HISTÓRIAS DO ÁLAMO - O TIRANO QUE ROUBOU O SONHO DE JOHN WAYNE


As primeiras versões da história do
Álamo para o cinema.

A defesa da missão transformada em forte em San Antonio, no Texas, mais conhecida como Álamo, é um dos fatos históricos que mais orgulho traz aos norte-americanos. Como não poderia deixar de ser aquela passagem histórica foi levada algumas vezes ao cinema antes da mais famosa versão dirigida por John Wayne. A primeira delas foi em 1911, com o curta “The Immortal Alamo”, estrelado por Francis Ford, irmão de John Ford. Em 1915, desta vez como longa-metragem, David W. Griffith produziu “Mártires do Alamo”, dirigido por Christy Cabanne.

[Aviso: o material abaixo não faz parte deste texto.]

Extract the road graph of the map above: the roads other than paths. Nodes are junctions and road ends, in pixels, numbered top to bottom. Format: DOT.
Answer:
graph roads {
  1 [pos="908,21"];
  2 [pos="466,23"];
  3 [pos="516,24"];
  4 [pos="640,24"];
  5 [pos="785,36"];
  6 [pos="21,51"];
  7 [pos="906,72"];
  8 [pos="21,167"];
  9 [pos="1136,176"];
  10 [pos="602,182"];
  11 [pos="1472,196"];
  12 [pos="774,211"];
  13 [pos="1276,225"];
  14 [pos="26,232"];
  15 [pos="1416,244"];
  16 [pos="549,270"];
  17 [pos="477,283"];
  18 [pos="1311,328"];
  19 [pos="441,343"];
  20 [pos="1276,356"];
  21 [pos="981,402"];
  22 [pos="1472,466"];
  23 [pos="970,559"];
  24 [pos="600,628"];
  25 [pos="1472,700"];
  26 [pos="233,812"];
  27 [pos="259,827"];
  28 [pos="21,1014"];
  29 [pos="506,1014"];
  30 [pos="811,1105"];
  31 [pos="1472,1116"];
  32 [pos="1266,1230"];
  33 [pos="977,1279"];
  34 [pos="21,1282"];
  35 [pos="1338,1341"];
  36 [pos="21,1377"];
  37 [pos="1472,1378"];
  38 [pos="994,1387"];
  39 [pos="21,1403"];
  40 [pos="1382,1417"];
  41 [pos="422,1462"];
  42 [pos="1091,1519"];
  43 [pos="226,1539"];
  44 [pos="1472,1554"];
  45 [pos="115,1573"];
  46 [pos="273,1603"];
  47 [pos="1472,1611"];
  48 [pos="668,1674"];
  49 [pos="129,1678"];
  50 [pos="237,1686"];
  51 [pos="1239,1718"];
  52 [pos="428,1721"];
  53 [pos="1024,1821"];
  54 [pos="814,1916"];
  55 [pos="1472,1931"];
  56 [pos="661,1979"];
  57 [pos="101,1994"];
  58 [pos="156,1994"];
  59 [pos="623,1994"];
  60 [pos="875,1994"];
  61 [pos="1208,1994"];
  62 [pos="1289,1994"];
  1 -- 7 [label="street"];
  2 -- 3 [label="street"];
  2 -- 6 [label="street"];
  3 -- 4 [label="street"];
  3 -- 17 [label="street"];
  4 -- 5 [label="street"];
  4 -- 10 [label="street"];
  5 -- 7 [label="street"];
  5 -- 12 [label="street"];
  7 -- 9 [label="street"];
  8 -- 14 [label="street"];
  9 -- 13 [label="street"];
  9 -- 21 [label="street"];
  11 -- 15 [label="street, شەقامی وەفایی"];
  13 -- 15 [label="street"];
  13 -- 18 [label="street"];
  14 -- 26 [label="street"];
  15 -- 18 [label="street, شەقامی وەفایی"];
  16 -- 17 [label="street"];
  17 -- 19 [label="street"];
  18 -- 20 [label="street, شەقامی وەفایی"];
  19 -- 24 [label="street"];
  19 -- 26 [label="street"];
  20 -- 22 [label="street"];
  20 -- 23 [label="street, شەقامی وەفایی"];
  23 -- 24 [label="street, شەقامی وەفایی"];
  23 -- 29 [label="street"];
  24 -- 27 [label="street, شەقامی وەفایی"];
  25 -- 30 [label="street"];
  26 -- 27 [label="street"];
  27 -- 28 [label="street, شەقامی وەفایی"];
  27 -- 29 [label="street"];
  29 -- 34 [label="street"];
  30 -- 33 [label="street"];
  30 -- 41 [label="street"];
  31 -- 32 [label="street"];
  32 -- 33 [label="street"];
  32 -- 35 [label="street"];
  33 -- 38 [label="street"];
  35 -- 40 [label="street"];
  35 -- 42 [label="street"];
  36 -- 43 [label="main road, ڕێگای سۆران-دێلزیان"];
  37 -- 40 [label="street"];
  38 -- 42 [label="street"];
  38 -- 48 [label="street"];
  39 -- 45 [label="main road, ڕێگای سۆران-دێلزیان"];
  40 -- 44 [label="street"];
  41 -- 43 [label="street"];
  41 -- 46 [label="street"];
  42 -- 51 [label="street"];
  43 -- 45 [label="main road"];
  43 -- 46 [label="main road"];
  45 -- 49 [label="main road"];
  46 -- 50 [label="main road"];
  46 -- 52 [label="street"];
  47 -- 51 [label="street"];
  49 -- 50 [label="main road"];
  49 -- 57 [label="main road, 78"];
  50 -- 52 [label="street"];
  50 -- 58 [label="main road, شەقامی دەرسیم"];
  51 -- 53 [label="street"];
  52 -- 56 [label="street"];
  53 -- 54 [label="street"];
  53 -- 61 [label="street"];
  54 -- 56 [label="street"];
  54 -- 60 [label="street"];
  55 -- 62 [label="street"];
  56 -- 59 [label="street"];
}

O nome mais famoso do elenco era o de Douglas Fairbanks interpretando um soldado texano. Esse filme foi relançado cinco anos depois com o título “O Nascimento do Texas”. Em 1926 Robert N. Bradbury (pai de Bob Steele) filmou “Davy Crockett e a Queda do Álamo”, protagonizado pelo ator Cullen Landis e com Bob Steele no elenco. Em 1939 Richard Dix interpretou Sam Houston em “A Grande Conquista”, filme que contou com as participações de Joan Fontaine, Victor Jory, Robert Barrat, George ‘Gabby’ Hayes e Robert Armstrong, entre outros. O próximo filme sobre o Álamo com personagens que participaram das batalhas de três dias foi “A Última Barricada”, western épico que tem uma longa história.

O jovem John Wayne.
O início da paixão pelo Álamo - O primeiro filme que John Wayne assistiu sobre o Álamo foi “O Nascimento do Texas”, que despertou seu fascínio pelo assunto. Mais tarde John Wayne assistiu ao filme dirigido por Robert N. Bradbury, de quem viria a ser amigo anos depois. Wayne foi se apaixonando pelos acontecimentos ocorridos em San Antonio, paralelamente à medida que crescia sua ideologia política pendendo para a ala mais radical do Partido Republicano. John Wayne era contratado da Republic Pictures quando soube, em 1939, que o estúdio iria produzir “A Grande Conquista”. Wayne pediu a Herbert J. Yates, o dono da Republic, para participar de “A Grande Conquista”, mas Yates lhe disse que ele ainda era “muito fraco” como ator, isto apesar dos mais de 60 filmes que o Duke fizera depois de “A Grande Jornada”, em 1930. E Yates sabia que Wayne havia acabado de filmar um certo faroeste sob a direção de John Ford, filme chamado “No Tempo das Diligências”. A partir de então duas coisas aconteceram: John Wayne passou a sonhar em filmar uma versão definitiva daquele episódio histórico; e John Wayne se tornou um dos grandes astros do cinema. Ser grande astro não significava ganhar bem pois Yates dirigia um pequeno estúdio mas era tão sovina quanto Jack Warner (Warner Bros.), Harry Cohn (Columbia), ou qualquer outro diretor dos grandes estúdios .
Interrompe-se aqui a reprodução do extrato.